═════ DATA EXTRACTS ═════

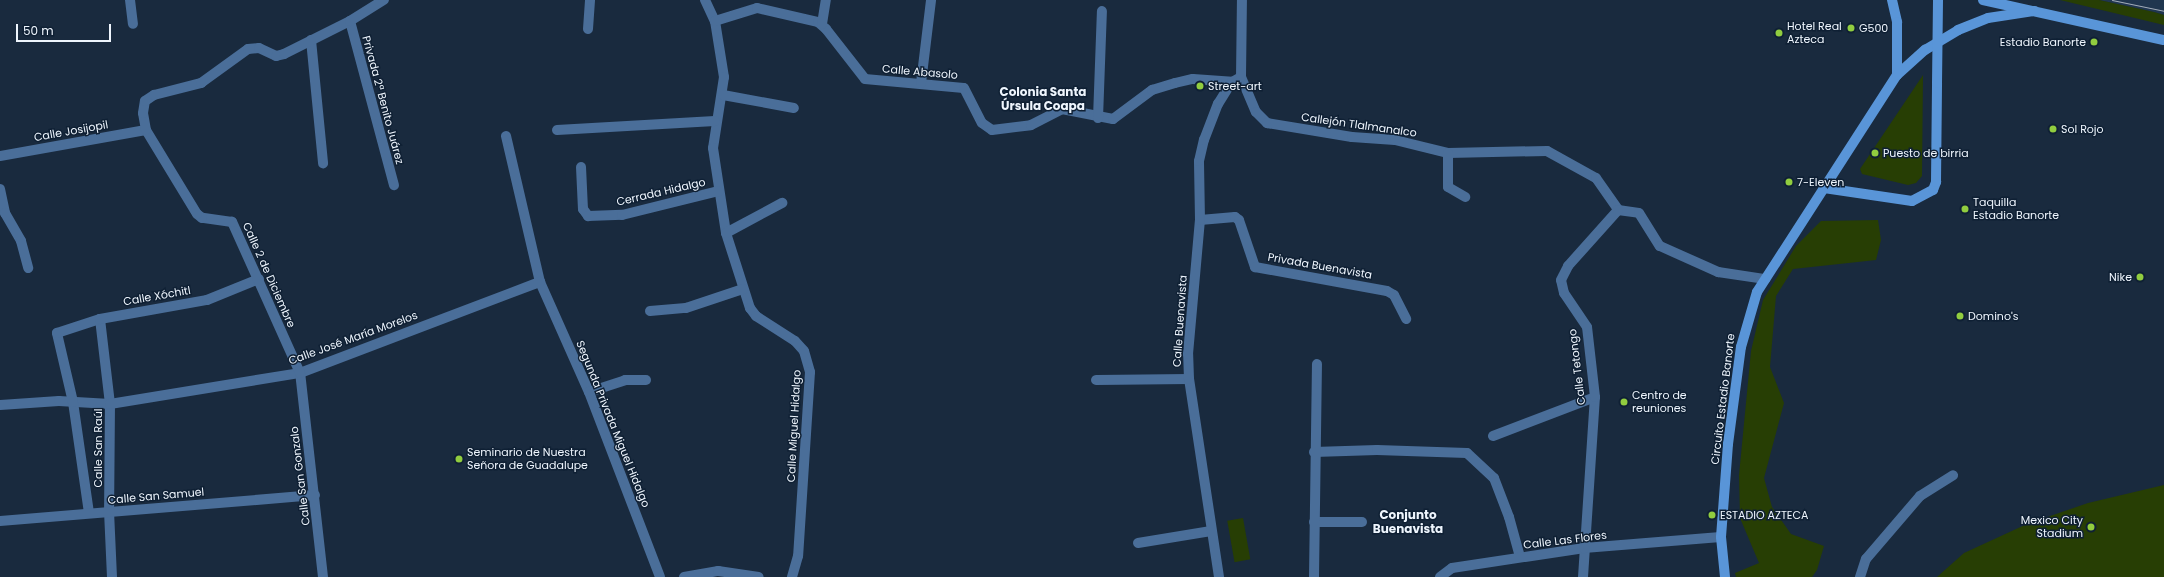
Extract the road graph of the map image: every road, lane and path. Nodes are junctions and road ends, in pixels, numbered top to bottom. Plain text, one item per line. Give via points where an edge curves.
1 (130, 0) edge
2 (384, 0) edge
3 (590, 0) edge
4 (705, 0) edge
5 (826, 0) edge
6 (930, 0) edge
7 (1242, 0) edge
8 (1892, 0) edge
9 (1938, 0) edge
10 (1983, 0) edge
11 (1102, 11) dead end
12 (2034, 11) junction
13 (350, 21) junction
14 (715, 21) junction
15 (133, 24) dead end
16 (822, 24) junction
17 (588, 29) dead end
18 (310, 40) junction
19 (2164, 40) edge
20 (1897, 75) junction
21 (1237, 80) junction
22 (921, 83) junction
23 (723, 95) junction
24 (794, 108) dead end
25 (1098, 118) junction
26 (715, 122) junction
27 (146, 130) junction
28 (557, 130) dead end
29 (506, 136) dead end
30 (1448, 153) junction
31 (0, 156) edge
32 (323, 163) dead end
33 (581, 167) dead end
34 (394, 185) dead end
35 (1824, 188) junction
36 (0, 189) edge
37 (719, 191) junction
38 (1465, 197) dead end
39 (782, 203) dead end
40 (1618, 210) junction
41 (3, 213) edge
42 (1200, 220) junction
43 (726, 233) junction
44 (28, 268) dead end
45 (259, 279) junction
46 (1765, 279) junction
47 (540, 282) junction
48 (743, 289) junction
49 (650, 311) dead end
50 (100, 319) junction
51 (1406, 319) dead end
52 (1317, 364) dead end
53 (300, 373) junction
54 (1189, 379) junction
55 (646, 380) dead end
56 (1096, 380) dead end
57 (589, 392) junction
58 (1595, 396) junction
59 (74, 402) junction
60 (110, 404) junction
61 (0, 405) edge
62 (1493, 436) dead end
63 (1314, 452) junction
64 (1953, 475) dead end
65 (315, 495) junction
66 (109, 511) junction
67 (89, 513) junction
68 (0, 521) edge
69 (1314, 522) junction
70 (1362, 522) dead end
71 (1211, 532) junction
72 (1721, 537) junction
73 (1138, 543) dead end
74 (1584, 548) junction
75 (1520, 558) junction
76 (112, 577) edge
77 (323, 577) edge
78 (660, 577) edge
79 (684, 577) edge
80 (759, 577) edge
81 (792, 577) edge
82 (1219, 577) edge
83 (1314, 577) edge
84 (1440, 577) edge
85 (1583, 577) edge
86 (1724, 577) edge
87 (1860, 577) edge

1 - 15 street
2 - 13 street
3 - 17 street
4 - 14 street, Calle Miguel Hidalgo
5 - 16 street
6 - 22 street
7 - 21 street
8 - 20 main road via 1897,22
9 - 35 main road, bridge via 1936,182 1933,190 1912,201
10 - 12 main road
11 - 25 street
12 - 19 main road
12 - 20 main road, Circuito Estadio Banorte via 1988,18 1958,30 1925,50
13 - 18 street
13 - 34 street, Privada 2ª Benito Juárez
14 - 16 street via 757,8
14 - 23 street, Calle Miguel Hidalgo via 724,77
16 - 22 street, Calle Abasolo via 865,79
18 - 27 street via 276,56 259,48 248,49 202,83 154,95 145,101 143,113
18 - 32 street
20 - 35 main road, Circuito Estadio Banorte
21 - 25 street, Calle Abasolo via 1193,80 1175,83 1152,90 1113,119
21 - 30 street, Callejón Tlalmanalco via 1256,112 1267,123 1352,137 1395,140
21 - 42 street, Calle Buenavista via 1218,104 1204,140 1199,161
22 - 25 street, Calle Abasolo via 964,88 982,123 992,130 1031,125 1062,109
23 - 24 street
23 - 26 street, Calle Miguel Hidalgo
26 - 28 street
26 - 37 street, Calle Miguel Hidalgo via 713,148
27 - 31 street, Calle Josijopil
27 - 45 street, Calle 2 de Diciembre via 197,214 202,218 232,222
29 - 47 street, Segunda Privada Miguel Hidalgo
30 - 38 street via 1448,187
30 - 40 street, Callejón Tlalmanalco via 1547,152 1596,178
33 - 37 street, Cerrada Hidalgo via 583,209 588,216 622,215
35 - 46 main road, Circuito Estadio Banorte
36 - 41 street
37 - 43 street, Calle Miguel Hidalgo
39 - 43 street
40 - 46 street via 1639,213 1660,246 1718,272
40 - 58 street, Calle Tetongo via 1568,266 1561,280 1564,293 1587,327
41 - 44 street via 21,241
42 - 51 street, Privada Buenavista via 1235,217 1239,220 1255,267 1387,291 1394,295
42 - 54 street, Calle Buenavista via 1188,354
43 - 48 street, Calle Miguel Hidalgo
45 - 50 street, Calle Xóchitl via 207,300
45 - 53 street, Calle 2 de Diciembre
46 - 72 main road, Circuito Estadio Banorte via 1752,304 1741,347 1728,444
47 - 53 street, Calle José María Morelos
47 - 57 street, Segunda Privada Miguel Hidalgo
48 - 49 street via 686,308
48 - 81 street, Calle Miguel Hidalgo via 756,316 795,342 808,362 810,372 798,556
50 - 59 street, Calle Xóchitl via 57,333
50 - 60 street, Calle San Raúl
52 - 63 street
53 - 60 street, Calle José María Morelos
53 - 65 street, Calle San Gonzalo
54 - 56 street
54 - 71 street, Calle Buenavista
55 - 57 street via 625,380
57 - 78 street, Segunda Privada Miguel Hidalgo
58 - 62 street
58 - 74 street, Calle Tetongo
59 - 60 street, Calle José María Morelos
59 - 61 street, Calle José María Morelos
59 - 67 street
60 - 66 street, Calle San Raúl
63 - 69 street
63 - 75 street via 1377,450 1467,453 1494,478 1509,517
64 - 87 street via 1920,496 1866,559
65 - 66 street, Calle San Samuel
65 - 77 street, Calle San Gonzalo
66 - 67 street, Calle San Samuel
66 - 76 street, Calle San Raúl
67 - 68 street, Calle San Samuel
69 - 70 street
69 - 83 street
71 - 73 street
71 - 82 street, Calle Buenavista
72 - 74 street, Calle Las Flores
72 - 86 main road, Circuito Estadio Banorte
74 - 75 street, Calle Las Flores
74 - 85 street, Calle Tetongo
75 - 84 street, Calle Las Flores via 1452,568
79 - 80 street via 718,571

═════
═════ DATA EXTRACTS ═════

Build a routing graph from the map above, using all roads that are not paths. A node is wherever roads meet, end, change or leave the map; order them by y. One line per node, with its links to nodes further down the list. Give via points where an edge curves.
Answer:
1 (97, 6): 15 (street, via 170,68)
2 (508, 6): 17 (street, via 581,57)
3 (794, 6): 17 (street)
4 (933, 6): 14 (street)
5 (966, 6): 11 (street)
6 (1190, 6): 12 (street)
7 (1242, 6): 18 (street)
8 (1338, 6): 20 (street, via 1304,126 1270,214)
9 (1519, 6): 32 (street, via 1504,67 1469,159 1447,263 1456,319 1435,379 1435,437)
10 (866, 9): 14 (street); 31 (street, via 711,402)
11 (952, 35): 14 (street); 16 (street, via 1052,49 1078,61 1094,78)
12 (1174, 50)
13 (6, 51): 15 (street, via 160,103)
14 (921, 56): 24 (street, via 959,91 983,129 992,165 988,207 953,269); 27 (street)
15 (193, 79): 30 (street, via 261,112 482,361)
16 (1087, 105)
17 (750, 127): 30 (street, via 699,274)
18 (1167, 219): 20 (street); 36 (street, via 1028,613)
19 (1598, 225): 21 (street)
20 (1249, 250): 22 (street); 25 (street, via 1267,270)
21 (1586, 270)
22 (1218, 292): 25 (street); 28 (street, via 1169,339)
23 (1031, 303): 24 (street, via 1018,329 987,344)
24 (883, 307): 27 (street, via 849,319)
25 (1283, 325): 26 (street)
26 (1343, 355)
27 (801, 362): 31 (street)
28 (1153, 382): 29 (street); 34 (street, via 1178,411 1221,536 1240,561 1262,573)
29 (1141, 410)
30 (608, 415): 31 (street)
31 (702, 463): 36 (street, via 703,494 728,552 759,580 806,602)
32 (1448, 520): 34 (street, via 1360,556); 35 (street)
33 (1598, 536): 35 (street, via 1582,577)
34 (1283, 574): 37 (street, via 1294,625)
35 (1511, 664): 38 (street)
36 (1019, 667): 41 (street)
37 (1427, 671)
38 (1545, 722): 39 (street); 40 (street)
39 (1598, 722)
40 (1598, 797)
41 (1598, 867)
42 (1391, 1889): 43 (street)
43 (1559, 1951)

═════

Once you have found every line in the listing that holds the string "Morelos", copy each of them.

**REPLY**
47 - 53 street, Calle José María Morelos
53 - 60 street, Calle José María Morelos
59 - 60 street, Calle José María Morelos
59 - 61 street, Calle José María Morelos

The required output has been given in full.